We cannot agree that appellant’s witnesses were unschooled in the affairs of life. Both appellant and his two subscribing witnesses had been engaged in the beer or liquor business for a number of years. One witness had been twice convicted of selling liquor without a license. We concede that ordinary inconsistencies in the testimony of witnesses, such as the failure to remember the number of rooms in the cabin, or others having to do with the natural frailty of memory, might not be sufficient to impeach the testimony of the witnesses who testified regarding the execution of the will. Aside from these minor discrepancies, however, there are sufficient facts and circumstances of a substantial character tending directly to impeach the positive testimony of these witnesses. We do not have here the case of ignorant, illiterate witnesses unacquainted with ordinary business practices. Appellant was sufficiently cognizant of the formal requisites of a will to be able to produce before the court a copy of a will executed in strict compliance with the provisions of the statute.
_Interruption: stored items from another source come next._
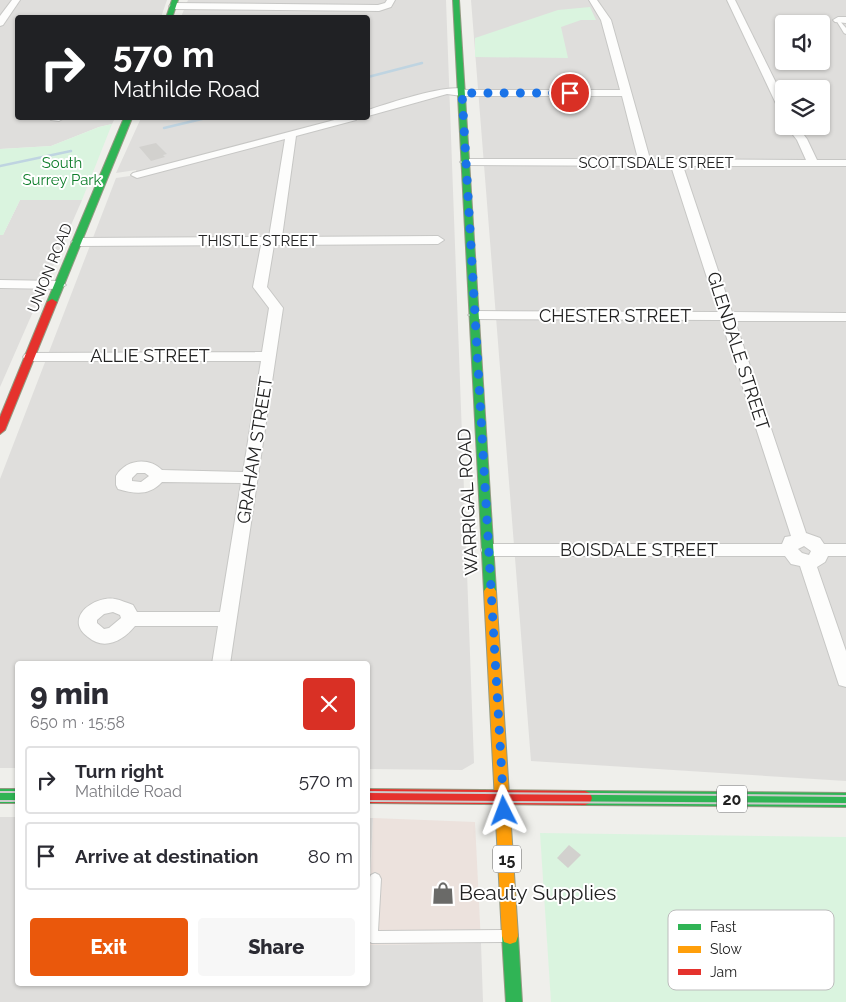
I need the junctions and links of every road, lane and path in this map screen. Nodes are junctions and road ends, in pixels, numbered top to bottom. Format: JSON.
{"nodes":[{"id":1,"x":16,"y":0,"type":"edge"},
{"id":2,"x":391,"y":0,"type":"edge"},
{"id":3,"x":456,"y":0,"type":"edge"},
{"id":4,"x":593,"y":0,"type":"edge"},
{"id":5,"x":731,"y":0,"type":"edge"},
{"id":6,"x":174,"y":3,"type":"edge"},
{"id":7,"x":170,"y":15,"type":"edge"},
{"id":8,"x":842,"y":20,"type":"edge"},
{"id":9,"x":0,"y":23,"type":"edge"},
{"id":10,"x":846,"y":32,"type":"edge"},
{"id":11,"x":775,"y":91,"type":"edge"},
{"id":12,"x":462,"y":92,"type":"junction"},
{"id":13,"x":627,"y":93,"type":"junction"},
{"id":14,"x":370,"y":112,"type":"edge"},
{"id":15,"x":127,"y":120,"type":"edge"},
{"id":16,"x":344,"y":120,"type":"edge"},
{"id":17,"x":291,"y":134,"type":"junction"},
{"id":18,"x":798,"y":135,"type":"edge"},
{"id":19,"x":466,"y":162,"type":"junction"},
{"id":20,"x":646,"y":163,"type":"junction"},
{"id":21,"x":676,"y":163,"type":"junction"},
{"id":22,"x":814,"y":163,"type":"junction"},
{"id":23,"x":846,"y":163,"type":"edge"},
{"id":24,"x":137,"y":175,"type":"dead end"},
{"id":25,"x":438,"y":240,"type":"dead end"},
{"id":26,"x":272,"y":241,"type":"junction"},
{"id":27,"x":77,"y":242,"type":"junction"},
{"id":28,"x":0,"y":284,"type":"edge"},
{"id":29,"x":59,"y":285,"type":"junction"},
{"id":30,"x":475,"y":315,"type":"junction"},
{"id":31,"x":726,"y":316,"type":"junction"},
{"id":32,"x":846,"y":317,"type":"edge"},
{"id":33,"x":269,"y":356,"type":"junction"},
{"id":34,"x":30,"y":357,"type":"junction"},
{"id":35,"x":5,"y":403,"type":"edge"},
{"id":36,"x":0,"y":430,"type":"edge"},
{"id":37,"x":158,"y":476,"type":"dead end"},
{"id":38,"x":250,"y":478,"type":"junction"},
{"id":39,"x":794,"y":544,"type":"junction"},
{"id":40,"x":489,"y":550,"type":"junction"},
{"id":41,"x":846,"y":550,"type":"edge"},
{"id":42,"x":813,"y":556,"type":"junction"},
{"id":43,"x":229,"y":618,"type":"junction"},
{"id":44,"x":130,"y":619,"type":"dead end"},
{"id":45,"x":222,"y":661,"type":"edge"},
{"id":46,"x":846,"y":679,"type":"edge"},
{"id":47,"x":0,"y":796,"type":"edge"},
{"id":48,"x":15,"y":796,"type":"edge"},
{"id":49,"x":370,"y":796,"type":"edge"},
{"id":50,"x":504,"y":796,"type":"junction"},
{"id":51,"x":846,"y":800,"type":"edge"},
{"id":52,"x":375,"y":879,"type":"dead end"},
{"id":53,"x":511,"y":936,"type":"junction"},
{"id":54,"x":514,"y":1002,"type":"edge"}],
"edges":[{"from":1,"to":9,"type":"street"},
{"from":2,"to":6,"type":"street"},
{"from":3,"to":12,"type":"main road","name":"WARRIGAL ROAD","number":"15"},
{"from":4,"to":13,"type":"street"},
{"from":5,"to":11,"type":"street"},
{"from":6,"to":7,"type":"main road"},
{"from":8,"to":10,"type":"lane"},
{"from":12,"to":13,"type":"street"},
{"from":12,"to":14,"type":"street"},
{"from":12,"to":19,"type":"main road","name":"WARRIGAL ROAD","number":"15"},
{"from":13,"to":20,"type":"street"},
{"from":15,"to":27,"type":"main road","name":"UNION ROAD"},
{"from":16,"to":17,"type":"street"},
{"from":17,"to":24,"type":"street"},
{"from":17,"to":26,"type":"street","name":"GRAHAM STREET"},
{"from":18,"to":22,"type":"street"},
{"from":19,"to":20,"type":"street","name":"SCOTTSDALE STREET"},
{"from":19,"to":30,"type":"main road","name":"WARRIGAL ROAD","number":"15"},
{"from":20,"to":21,"type":"street","name":"SCOTTSDALE STREET"},
{"from":21,"to":22,"type":"street","name":"SCOTTSDALE STREET"},
{"from":21,"to":31,"type":"street","name":"GLENDALE STREET"},
{"from":22,"to":23,"type":"street","name":"SCOTTSDALE STREET"},
{"from":25,"to":26,"type":"street","name":"THISTLE STREET"},
{"from":26,"to":27,"type":"street","name":"THISTLE STREET"},
{"from":26,"to":33,"type":"street","name":"GRAHAM STREET"},
{"from":27,"to":29,"type":"main road","name":"UNION ROAD"},
{"from":28,"to":29,"type":"street"},
{"from":29,"to":34,"type":"main road","name":"UNION ROAD"},
{"from":30,"to":31,"type":"street","name":"CHESTER STREET"},
{"from":30,"to":40,"type":"main road","name":"WARRIGAL ROAD","number":"15"},
{"from":31,"to":32,"type":"street","name":"CHESTER STREET"},
{"from":31,"to":39,"type":"street","name":"GLENDALE STREET"},
{"from":33,"to":34,"type":"street","name":"ALLIE STREET"},
{"from":33,"to":38,"type":"street","name":"GRAHAM STREET"},
{"from":34,"to":35,"type":"main road","name":"UNION ROAD"},
{"from":35,"to":36,"type":"main road","name":"UNION ROAD"},
{"from":37,"to":38,"type":"street"},
{"from":38,"to":43,"type":"street","name":"GRAHAM STREET"},
{"from":39,"to":40,"type":"street","name":"BOISDALE STREET"},
{"from":39,"to":42,"type":"street"},
{"from":40,"to":50,"type":"main road","name":"WARRIGAL ROAD","number":"15"},
{"from":41,"to":42,"type":"street"},
{"from":42,"to":46,"type":"street"},
{"from":43,"to":44,"type":"street"},
{"from":43,"to":45,"type":"street","name":"GRAHAM STREET"},
{"from":47,"to":48,"type":"main road"},
{"from":49,"to":50,"type":"main road","number":"20"},
{"from":50,"to":51,"type":"main road","number":"20"},
{"from":50,"to":53,"type":"main road","name":"WARRIGAL ROAD","number":"15"},
{"from":52,"to":53,"type":"lane"},
{"from":53,"to":54,"type":"main road","name":"WARRIGAL ROAD","number":"15"}]}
It is true he used a form book, but the book did not disclose whether the statutes of Minnesota required two or three witnesses to the will. He procured that information elsewhere.

Appellant claims that decedent executed the purported will by making his mark rather than by signing his name. We do not question the legality of this form of execution, but rather we consider its significance, as it impeaches the position of appellant. He claims that deceased said he could not write when he executed the will by placing his mark thereon. The undisputed testimony is that he could write his name, although he did so with difficulty. He had previously signed payroll sheets and salary warrants. There appears no logical explanation why decedent would say he could not sign his name to such an important document as his last will and testament.

The evidence in this case does not indicate any reason why decedent should prefer appellant over his closer relatives in the old country. It is true that appellant contends he had visited deceased a number of times and that deceased imposed a high degree of confidence in him by placing his bankbook with him for safekeeping. This claim, however, was subject to the close scrutiny of the trial court. Nothing appears in the record showing devoted service during illness, nor such a close attachment as to make reasonable or explainable this preference of the second cousin as against the deceased’s sister and the children of a deceased sister.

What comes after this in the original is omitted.